▶ **Dataset items**
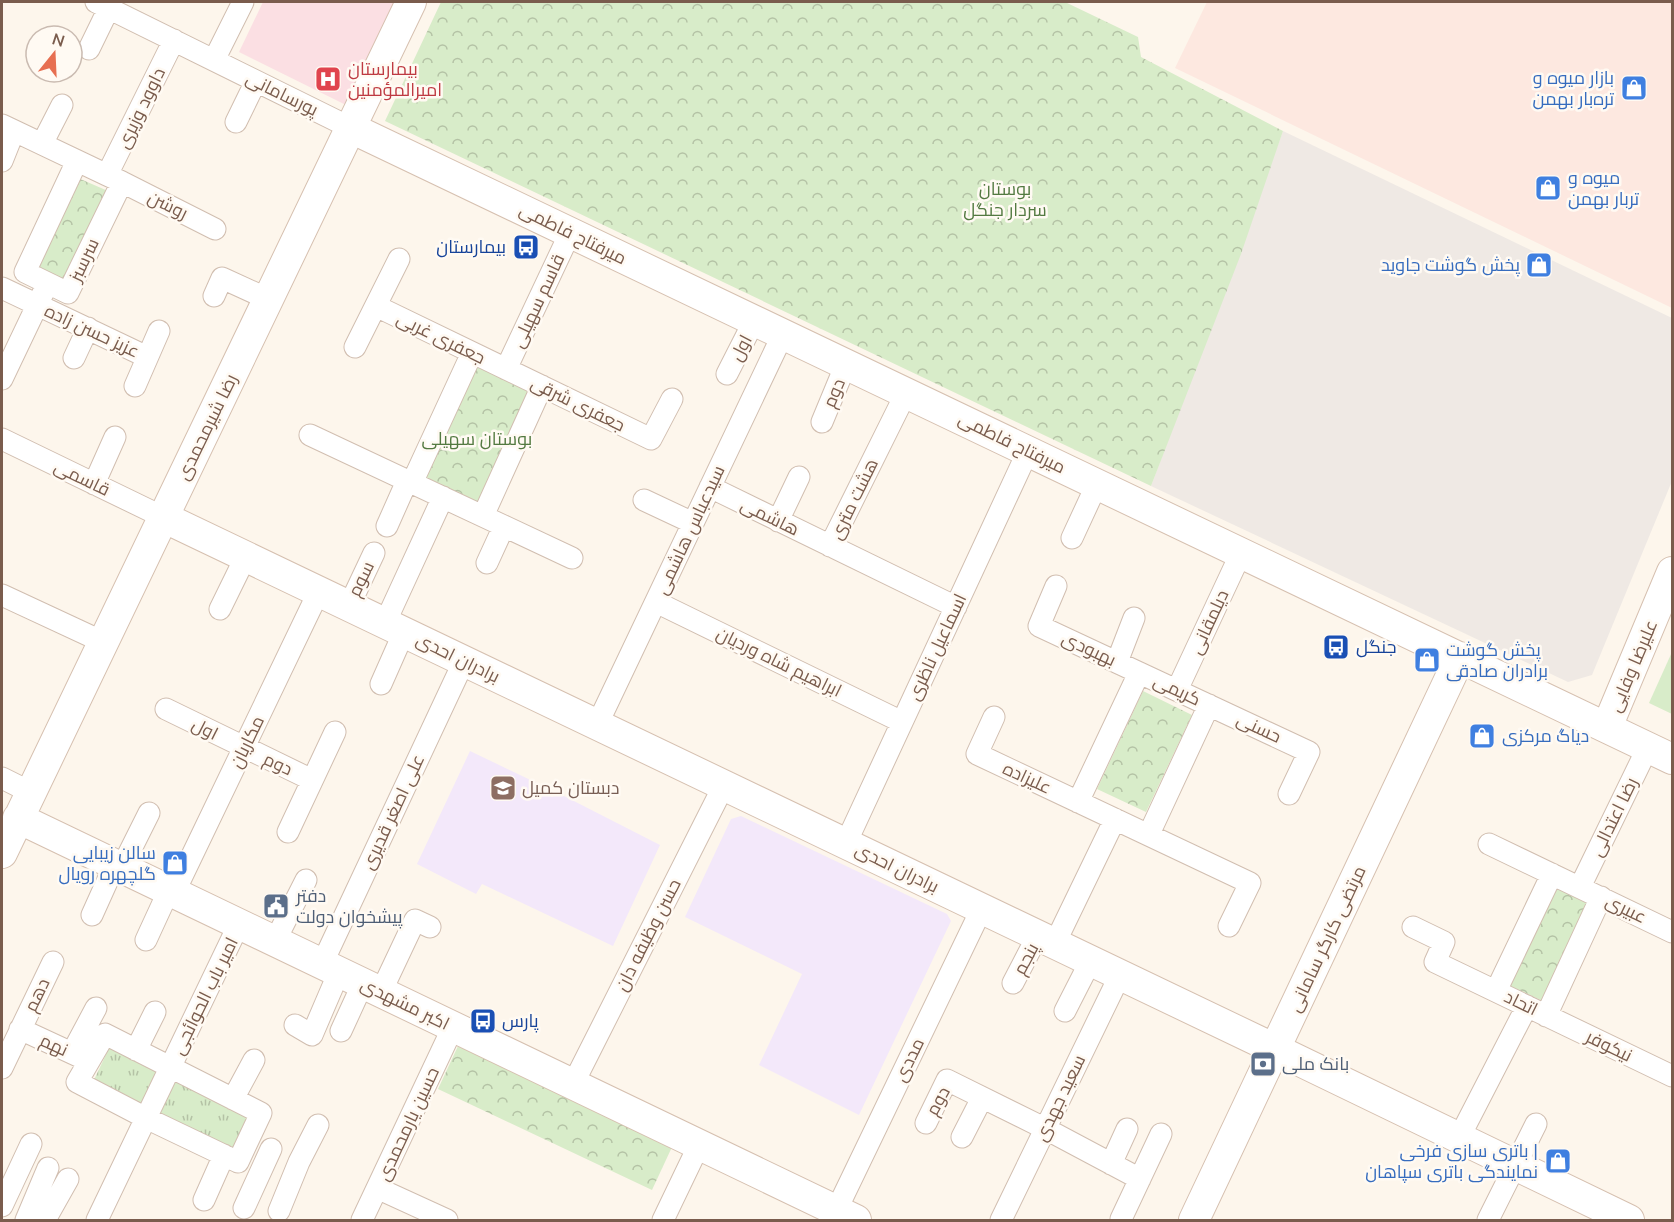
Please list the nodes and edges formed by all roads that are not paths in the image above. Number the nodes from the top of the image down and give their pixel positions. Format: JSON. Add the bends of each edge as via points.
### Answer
{"nodes":[{"id":1,"x":243,"y":2,"type":"edge"},
{"id":2,"x":411,"y":2,"type":"edge"},
{"id":3,"x":102,"y":5,"type":"edge"},
{"id":4,"x":174,"y":40,"type":"junction"},
{"id":5,"x":88,"y":49,"type":"dead end"},
{"id":6,"x":214,"y":60,"type":"junction"},
{"id":7,"x":256,"y":81,"type":"junction"},
{"id":8,"x":62,"y":105,"type":"dead end"},
{"id":9,"x":236,"y":122,"type":"dead end"},
{"id":10,"x":8,"y":128,"type":"edge"},
{"id":11,"x":351,"y":128,"type":"junction"},
{"id":12,"x":42,"y":144,"type":"junction"},
{"id":13,"x":2,"y":161,"type":"edge"},
{"id":14,"x":77,"y":161,"type":"junction"},
{"id":15,"x":114,"y":179,"type":"junction"},
{"id":16,"x":215,"y":229,"type":"dead end"},
{"id":17,"x":570,"y":233,"type":"junction"},
{"id":18,"x":399,"y":259,"type":"dead end"},
{"id":19,"x":48,"y":284,"type":"junction"},
{"id":20,"x":2,"y":288,"type":"edge"},
{"id":21,"x":214,"y":296,"type":"dead end"},
{"id":22,"x":268,"y":299,"type":"junction"},
{"id":23,"x":38,"y":305,"type":"junction"},
{"id":24,"x":376,"y":306,"type":"junction"},
{"id":25,"x":754,"y":321,"type":"junction"},
{"id":26,"x":88,"y":328,"type":"junction"},
{"id":27,"x":159,"y":331,"type":"dead end"},
{"id":28,"x":783,"y":334,"type":"junction"},
{"id":29,"x":355,"y":347,"type":"dead end"},
{"id":30,"x":472,"y":353,"type":"junction"},
{"id":31,"x":147,"y":357,"type":"junction"},
{"id":32,"x":74,"y":358,"type":"dead end"},
{"id":33,"x":846,"y":364,"type":"junction"},
{"id":34,"x":506,"y":369,"type":"junction"},
{"id":35,"x":727,"y":374,"type":"dead end"},
{"id":36,"x":2,"y":379,"type":"edge"},
{"id":37,"x":135,"y":386,"type":"dead end"},
{"id":38,"x":542,"y":387,"type":"junction"},
{"id":39,"x":906,"y":393,"type":"junction"},
{"id":40,"x":672,"y":399,"type":"dead end"},
{"id":41,"x":822,"y":422,"type":"dead end"},
{"id":42,"x":310,"y":435,"type":"dead end"},
{"id":43,"x":115,"y":437,"type":"dead end"},
{"id":44,"x":2,"y":439,"type":"edge"},
{"id":45,"x":1028,"y":451,"type":"junction"},
{"id":46,"x":799,"y":477,"type":"dead end"},
{"id":47,"x":410,"y":482,"type":"junction"},
{"id":48,"x":94,"y":484,"type":"junction"},
{"id":49,"x":1097,"y":484,"type":"junction"},
{"id":50,"x":710,"y":488,"type":"junction"},
{"id":51,"x":442,"y":497,"type":"junction"},
{"id":52,"x":644,"y":500,"type":"dead end"},
{"id":53,"x":483,"y":516,"type":"junction"},
{"id":54,"x":163,"y":517,"type":"junction"},
{"id":55,"x":778,"y":520,"type":"junction"},
{"id":56,"x":693,"y":523,"type":"junction"},
{"id":57,"x":387,"y":526,"type":"dead end"},
{"id":58,"x":504,"y":526,"type":"junction"},
{"id":59,"x":1072,"y":538,"type":"dead end"},
{"id":60,"x":830,"y":546,"type":"junction"},
{"id":61,"x":374,"y":553,"type":"dead end"},
{"id":62,"x":1242,"y":553,"type":"junction"},
{"id":63,"x":246,"y":556,"type":"junction"},
{"id":64,"x":572,"y":558,"type":"dead end"},
{"id":65,"x":487,"y":563,"type":"dead end"},
{"id":66,"x":1672,"y":572,"type":"edge"},
{"id":67,"x":1056,"y":586,"type":"dead end"},
{"id":68,"x":319,"y":591,"type":"junction"},
{"id":69,"x":3,"y":599,"type":"edge"},
{"id":70,"x":656,"y":602,"type":"junction"},
{"id":71,"x":349,"y":606,"type":"junction"},
{"id":72,"x":956,"y":607,"type":"junction"},
{"id":73,"x":220,"y":609,"type":"dead end"},
{"id":74,"x":1134,"y":618,"type":"dead end"},
{"id":75,"x":394,"y":627,"type":"junction"},
{"id":76,"x":103,"y":642,"type":"junction"},
{"id":77,"x":1460,"y":657,"type":"junction"},
{"id":78,"x":464,"y":661,"type":"junction"},
{"id":79,"x":1116,"y":662,"type":"junction"},
{"id":80,"x":1139,"y":673,"type":"junction"},
{"id":81,"x":381,"y":684,"type":"dead end"},
{"id":82,"x":1177,"y":690,"type":"junction"},
{"id":83,"x":1209,"y":705,"type":"junction"},
{"id":84,"x":166,"y":709,"type":"dead end"},
{"id":85,"x":994,"y":717,"type":"dead end"},
{"id":86,"x":902,"y":722,"type":"junction"},
{"id":87,"x":597,"y":725,"type":"junction"},
{"id":88,"x":1607,"y":727,"type":"junction"},
{"id":89,"x":335,"y":732,"type":"dead end"},
{"id":90,"x":244,"y":748,"type":"junction"},
{"id":91,"x":1660,"y":753,"type":"edge"},
{"id":92,"x":2,"y":778,"type":"edge"},
{"id":93,"x":312,"y":780,"type":"junction"},
{"id":94,"x":724,"y":785,"type":"junction"},
{"id":95,"x":1289,"y":794,"type":"dead end"},
{"id":96,"x":1078,"y":802,"type":"junction"},
{"id":97,"x":24,"y":805,"type":"junction"},
{"id":98,"x":149,"y":813,"type":"dead end"},
{"id":99,"x":1114,"y":819,"type":"junction"},
{"id":100,"x":288,"y":832,"type":"dead end"},
{"id":101,"x":1149,"y":834,"type":"junction"},
{"id":102,"x":846,"y":843,"type":"junction"},
{"id":103,"x":1489,"y":843,"type":"dead end"},
{"id":104,"x":2,"y":852,"type":"edge"},
{"id":105,"x":118,"y":866,"type":"junction"},
{"id":106,"x":1552,"y":874,"type":"junction"},
{"id":107,"x":306,"y":880,"type":"dead end"},
{"id":108,"x":1580,"y":887,"type":"junction"},
{"id":109,"x":172,"y":891,"type":"junction"},
{"id":110,"x":1602,"y":897,"type":"junction"},
{"id":111,"x":982,"y":908,"type":"junction"},
{"id":112,"x":92,"y":915,"type":"dead end"},
{"id":113,"x":416,"y":920,"type":"dead end"},
{"id":114,"x":240,"y":924,"type":"junction"},
{"id":115,"x":1229,"y":926,"type":"dead end"},
{"id":116,"x":1413,"y":927,"type":"dead end"},
{"id":117,"x":1672,"y":932,"type":"edge"},
{"id":118,"x":1047,"y":939,"type":"junction"},
{"id":119,"x":146,"y":940,"type":"dead end"},
{"id":120,"x":275,"y":941,"type":"junction"},
{"id":121,"x":1090,"y":960,"type":"junction"},
{"id":122,"x":53,"y":962,"type":"dead end"},
{"id":123,"x":1120,"y":975,"type":"junction"},
{"id":124,"x":351,"y":978,"type":"junction"},
{"id":125,"x":1013,"y":983,"type":"dead end"},
{"id":126,"x":1496,"y":992,"type":"junction"},
{"id":127,"x":1527,"y":1006,"type":"junction"},
{"id":128,"x":96,"y":1008,"type":"dead end"},
{"id":129,"x":1065,"y":1011,"type":"dead end"},
{"id":130,"x":155,"y":1012,"type":"dead end"},
{"id":131,"x":1546,"y":1016,"type":"junction"},
{"id":132,"x":295,"y":1025,"type":"dead end"},
{"id":133,"x":453,"y":1027,"type":"junction"},
{"id":134,"x":20,"y":1029,"type":"junction"},
{"id":135,"x":341,"y":1031,"type":"dead end"},
{"id":136,"x":1275,"y":1048,"type":"junction"},
{"id":137,"x":136,"y":1050,"type":"junction"},
{"id":138,"x":81,"y":1057,"type":"junction"},
{"id":139,"x":254,"y":1060,"type":"dead end"},
{"id":140,"x":2,"y":1068,"type":"edge"},
{"id":141,"x":171,"y":1068,"type":"junction"},
{"id":142,"x":1672,"y":1076,"type":"edge"},
{"id":143,"x":573,"y":1084,"type":"junction"},
{"id":144,"x":982,"y":1098,"type":"junction"},
{"id":145,"x":233,"y":1099,"type":"junction"},
{"id":146,"x":146,"y":1118,"type":"junction"},
{"id":147,"x":926,"y":1123,"type":"dead end"},
{"id":148,"x":1536,"y":1124,"type":"dead end"},
{"id":149,"x":318,"y":1125,"type":"dead end"},
{"id":150,"x":1046,"y":1129,"type":"junction"},
{"id":151,"x":1127,"y":1129,"type":"dead end"},
{"id":152,"x":1161,"y":1134,"type":"dead end"},
{"id":153,"x":962,"y":1137,"type":"dead end"},
{"id":154,"x":1459,"y":1138,"type":"junction"},
{"id":155,"x":249,"y":1139,"type":"junction"},
{"id":156,"x":31,"y":1144,"type":"dead end"},
{"id":157,"x":699,"y":1145,"type":"junction"},
{"id":158,"x":271,"y":1149,"type":"junction"},
{"id":159,"x":224,"y":1155,"type":"junction"},
{"id":160,"x":299,"y":1162,"type":"junction"},
{"id":161,"x":1111,"y":1164,"type":"junction"},
{"id":162,"x":1515,"y":1165,"type":"junction"},
{"id":163,"x":48,"y":1168,"type":"dead end"},
{"id":164,"x":68,"y":1179,"type":"dead end"},
{"id":165,"x":1140,"y":1179,"type":"junction"},
{"id":166,"x":377,"y":1188,"type":"junction"},
{"id":167,"x":204,"y":1200,"type":"dead end"},
{"id":168,"x":2,"y":1206,"type":"edge"},
{"id":169,"x":244,"y":1208,"type":"dead end"},
{"id":170,"x":279,"y":1212,"type":"dead end"},
{"id":171,"x":846,"y":1216,"type":"edge"},
{"id":172,"x":1121,"y":1219,"type":"edge"},
{"id":173,"x":26,"y":1221,"type":"edge"},
{"id":174,"x":45,"y":1221,"type":"edge"},
{"id":175,"x":97,"y":1221,"type":"edge"},
{"id":176,"x":362,"y":1221,"type":"edge"},
{"id":177,"x":447,"y":1221,"type":"edge"},
{"id":178,"x":663,"y":1221,"type":"edge"},
{"id":179,"x":1001,"y":1221,"type":"edge"},
{"id":180,"x":1194,"y":1221,"type":"edge"},
{"id":181,"x":1488,"y":1221,"type":"edge"},
{"id":182,"x":1629,"y":1221,"type":"edge"}],
"edges":[{"from":1,"to":6,"type":"street"},
{"from":2,"to":11,"type":"street","name":"رضا شیرمحمدی"},
{"from":3,"to":4,"type":"street","name":"پورسامانی"},
{"from":3,"to":5,"type":"street"},
{"from":4,"to":6,"type":"street","name":"پورسامانی"},
{"from":4,"to":15,"type":"street","name":"داوود وزیری"},
{"from":6,"to":7,"type":"street","name":"پورسامانی"},
{"from":7,"to":9,"type":"street"},
{"from":7,"to":11,"type":"street","name":"پورسامانی"},
{"from":8,"to":12,"type":"street"},
{"from":10,"to":12,"type":"street"},
{"from":10,"to":13,"type":"street"},
{"from":11,"to":17,"type":"street","name":"میرفتاح فاطمی"},
{"from":11,"to":22,"type":"street","name":"رضا شیرمحمدی"},
{"from":12,"to":14,"type":"street"},
{"from":14,"to":15,"type":"street"},
{"from":14,"to":19,"type":"street","name":"سرسبز","via":[[24,272]]},
{"from":15,"to":16,"type":"street","name":"روشن"},
{"from":15,"to":19,"type":"street","name":"سرسبز","via":[[68,293]]},
{"from":17,"to":25,"type":"street","name":"میرفتاح فاطمی"},
{"from":17,"to":34,"type":"street","name":"قاسم سهیلی"},
{"from":18,"to":24,"type":"street"},
{"from":19,"to":23,"type":"street"},
{"from":20,"to":23,"type":"street","name":"عزیز حسن زاده"},
{"from":21,"to":22,"type":"street","via":[[222,278]]},
{"from":22,"to":54,"type":"street","name":"رضا شیرمحمدی"},
{"from":23,"to":26,"type":"street","name":"عزیز حسن زاده"},
{"from":23,"to":36,"type":"street"},
{"from":24,"to":29,"type":"street"},
{"from":24,"to":30,"type":"street","name":"جعفری غربی"},
{"from":25,"to":28,"type":"street","name":"میرفتاح فاطمی"},
{"from":25,"to":35,"type":"street","name":"اول"},
{"from":26,"to":31,"type":"street","name":"عزیز حسن زاده"},
{"from":26,"to":32,"type":"street"},
{"from":27,"to":31,"type":"street"},
{"from":28,"to":33,"type":"street","name":"میرفتاح فاطمی"},
{"from":28,"to":50,"type":"street","name":"سیدعباس هاشمی"},
{"from":30,"to":34,"type":"street","name":"جعفری غربی"},
{"from":30,"to":47,"type":"street"},
{"from":31,"to":37,"type":"street"},
{"from":33,"to":39,"type":"street","name":"میرفتاح فاطمی"},
{"from":33,"to":41,"type":"street","name":"دوم"},
{"from":34,"to":38,"type":"street","name":"جعفری شرقی"},
{"from":38,"to":40,"type":"street","name":"جعفری شرقی","via":[[651,439]]},
{"from":38,"to":53,"type":"street"},
{"from":39,"to":45,"type":"street","name":"میرفتاح فاطمی"},
{"from":39,"to":60,"type":"street","name":"هشت متری"},
{"from":42,"to":47,"type":"street"},
{"from":43,"to":48,"type":"street"},
{"from":44,"to":48,"type":"street","name":"قاسمی"},
{"from":45,"to":49,"type":"street","name":"میرفتاح فاطمی"},
{"from":45,"to":72,"type":"street","name":"اسماعیل ناظری"},
{"from":46,"to":55,"type":"street"},
{"from":47,"to":51,"type":"street"},
{"from":47,"to":57,"type":"street"},
{"from":48,"to":54,"type":"street","name":"قاسمی"},
{"from":49,"to":59,"type":"street"},
{"from":49,"to":62,"type":"street","name":"میرفتاح فاطمی"},
{"from":50,"to":55,"type":"street","name":"هاشمی"},
{"from":50,"to":56,"type":"street","name":"سیدعباس هاشمی"},
{"from":51,"to":53,"type":"street"},
{"from":51,"to":75,"type":"street"},
{"from":52,"to":56,"type":"street"},
{"from":53,"to":58,"type":"street"},
{"from":54,"to":63,"type":"street","name":"برادران احدی"},
{"from":54,"to":76,"type":"street","name":"رضا شیرمحمدی"},
{"from":55,"to":60,"type":"street","name":"هاشمی"},
{"from":56,"to":70,"type":"street","name":"سیدعباس هاشمی"},
{"from":58,"to":64,"type":"street"},
{"from":58,"to":65,"type":"street"},
{"from":60,"to":72,"type":"street","name":"هشت متری"},
{"from":61,"to":71,"type":"street","name":"سوم"},
{"from":62,"to":77,"type":"street","name":"میرفتاح فاطمی"},
{"from":62,"to":82,"type":"street","name":"دیلمقانی"},
{"from":63,"to":68,"type":"street","name":"برادران احدی"},
{"from":63,"to":73,"type":"street"},
{"from":66,"to":88,"type":"street","name":"علیرضا وفایی"},
{"from":67,"to":79,"type":"street","name":"بهبودی","via":[[1039,626]]},
{"from":68,"to":71,"type":"street","name":"برادران احدی"},
{"from":68,"to":90,"type":"street","name":"مکاریان"},
{"from":69,"to":76,"type":"street"},
{"from":70,"to":86,"type":"street","name":"ابراهیم شاه وردیان"},
{"from":70,"to":87,"type":"street","name":"سیدعباس هاشمی"},
{"from":71,"to":75,"type":"street","name":"برادران احدی"},
{"from":72,"to":86,"type":"street","name":"اسماعیل ناظری"},
{"from":74,"to":79,"type":"street"},
{"from":75,"to":78,"type":"street","name":"برادران احدی"},
{"from":75,"to":81,"type":"street"},
{"from":76,"to":97,"type":"street","name":"رضا شیرمحمدی"},
{"from":77,"to":88,"type":"street","name":"میرفتاح فاطمی"},
{"from":77,"to":136,"type":"street","name":"مرتضی کارگر سامانی"},
{"from":78,"to":87,"type":"street","name":"برادران احدی"},
{"from":78,"to":124,"type":"street","name":"علی اصغر قدیری"},
{"from":79,"to":80,"type":"street","name":"بهبودی"},
{"from":80,"to":82,"type":"street","name":"کریمی"},
{"from":80,"to":96,"type":"street","name":"کریمی"},
{"from":82,"to":83,"type":"street","name":"کریمی"},
{"from":83,"to":95,"type":"street","name":"حسنی","via":[[1309,752]]},
{"from":83,"to":101,"type":"street","name":"کریمی"},
{"from":84,"to":90,"type":"street","name":"اول"},
{"from":85,"to":96,"type":"street","name":"علیزاده","via":[[976,754]]},
{"from":86,"to":102,"type":"street","name":"اسماعیل ناظری"},
{"from":87,"to":94,"type":"street","name":"برادران احدی"},
{"from":88,"to":91,"type":"street","name":"میرفتاح فاطمی"},
{"from":89,"to":93,"type":"street","name":"دوم"},
{"from":90,"to":93,"type":"street","name":"دوم"},
{"from":90,"to":109,"type":"street","name":"مکاریان"},
{"from":91,"to":108,"type":"street","name":"رضا اعتدالی"},
{"from":92,"to":97,"type":"street"},
{"from":93,"to":100,"type":"street","name":"دوم"},
{"from":94,"to":102,"type":"street","name":"برادران احدی"},
{"from":94,"to":143,"type":"street","name":"حسن وظیفه دان"},
{"from":96,"to":99,"type":"street"},
{"from":97,"to":104,"type":"street","name":"رضا شیرمحمدی"},
{"from":97,"to":105,"type":"street","name":"اکبر مشهدی"},
{"from":98,"to":105,"type":"street"},
{"from":99,"to":101,"type":"street"},
{"from":99,"to":118,"type":"street"},
{"from":101,"to":115,"type":"street","via":[[1250,883]]},
{"from":102,"to":111,"type":"street","name":"برادران احدی"},
{"from":103,"to":106,"type":"street","name":"عبیری"},
{"from":105,"to":109,"type":"street","name":"اکبر مشهدی"},
{"from":105,"to":112,"type":"street"},
{"from":106,"to":108,"type":"street","name":"عبیری"},
{"from":106,"to":126,"type":"street","name":"اتحاد"},
{"from":107,"to":120,"type":"street"},
{"from":108,"to":110,"type":"street","name":"عبیری"},
{"from":109,"to":114,"type":"street","name":"اکبر مشهدی"},
{"from":109,"to":119,"type":"street","name":"مکاریان"},
{"from":110,"to":117,"type":"street","name":"عبیری"},
{"from":110,"to":131,"type":"street","name":"اتحاد"},
{"from":111,"to":118,"type":"street","name":"برادران احدی"},
{"from":111,"to":171,"type":"street","name":"مددی"},
{"from":113,"to":124,"type":"street"},
{"from":114,"to":120,"type":"street","name":"اکبر مشهدی"},
{"from":114,"to":141,"type":"street","name":"امیر باب الحوائجی"},
{"from":116,"to":126,"type":"street","via":[[1444,942],[1435,962]]},
{"from":118,"to":121,"type":"street","name":"برادران احدی"},
{"from":118,"to":125,"type":"street","name":"پنجم"},
{"from":120,"to":124,"type":"street","name":"اکبر مشهدی"},
{"from":121,"to":123,"type":"street","name":"برادران احدی"},
{"from":121,"to":129,"type":"street"},
{"from":122,"to":134,"type":"street","name":"دهم"},
{"from":123,"to":136,"type":"street","name":"برادران احدی"},
{"from":123,"to":150,"type":"street","name":"سعید جهدی"},
{"from":124,"to":132,"type":"street","via":[[312,1035]]},
{"from":124,"to":133,"type":"street","name":"اکبر مشهدی"},
{"from":124,"to":135,"type":"street"},
{"from":126,"to":127,"type":"street","name":"اتحاد"},
{"from":127,"to":131,"type":"street","name":"اتحاد"},
{"from":127,"to":154,"type":"street"},
{"from":128,"to":138,"type":"street"},
{"from":130,"to":137,"type":"street"},
{"from":131,"to":142,"type":"street","name":"نیکوفر"},
{"from":133,"to":143,"type":"street","name":"اکبر مشهدی"},
{"from":133,"to":166,"type":"street","name":"حسین یارمحمدی"},
{"from":134,"to":138,"type":"street","name":"نهم"},
{"from":134,"to":140,"type":"street","name":"دهم"},
{"from":136,"to":154,"type":"street","name":"برادران احدی"},
{"from":136,"to":180,"type":"street","name":"مرتضی کارگر سامانی"},
{"from":137,"to":138,"type":"street","via":[[105,1034]]},
{"from":137,"to":141,"type":"street"},
{"from":138,"to":146,"type":"street","via":[[77,1082]]},
{"from":139,"to":145,"type":"street"},
{"from":141,"to":145,"type":"street"},
{"from":141,"to":146,"type":"street","name":"امیر باب الحوائجی"},
{"from":143,"to":157,"type":"street","name":"اکبر مشهدی"},
{"from":144,"to":147,"type":"street","name":"دوم","via":[[947,1080]]},
{"from":144,"to":150,"type":"street"},
{"from":144,"to":153,"type":"street"},
{"from":145,"to":155,"type":"street","via":[[261,1113]]},
{"from":146,"to":159,"type":"street"},
{"from":146,"to":175,"type":"street"},
{"from":148,"to":162,"type":"street"},
{"from":149,"to":160,"type":"street"},
{"from":150,"to":161,"type":"street"},
{"from":150,"to":179,"type":"street","name":"سعید جهدی"},
{"from":151,"to":161,"type":"street"},
{"from":152,"to":165,"type":"street"},
{"from":154,"to":162,"type":"street","name":"برادران احدی"},
{"from":155,"to":158,"type":"street"},
{"from":155,"to":159,"type":"street","via":[[238,1162]]},
{"from":156,"to":168,"type":"street"},
{"from":157,"to":171,"type":"street","name":"اکبر مشهدی"},
{"from":157,"to":178,"type":"street"},
{"from":158,"to":160,"type":"street"},
{"from":158,"to":169,"type":"street"},
{"from":159,"to":167,"type":"street"},
{"from":160,"to":170,"type":"street"},
{"from":161,"to":165,"type":"street"},
{"from":162,"to":181,"type":"street"},
{"from":162,"to":182,"type":"street","name":"برادران احدی"},
{"from":163,"to":173,"type":"street"},
{"from":164,"to":174,"type":"street"},
{"from":165,"to":172,"type":"street"},
{"from":166,"to":176,"type":"street","name":"حسین یارمحمدی"},
{"from":166,"to":177,"type":"street"}]}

▶ **BRIEF**
Copy every line of the data that carries the word "کریمی".

▶ **WORKED SOLUTION**
{"from":80,"to":82,"type":"street","name":"کریمی"},
{"from":80,"to":96,"type":"street","name":"کریمی"},
{"from":82,"to":83,"type":"street","name":"کریمی"},
{"from":83,"to":101,"type":"street","name":"کریمی"},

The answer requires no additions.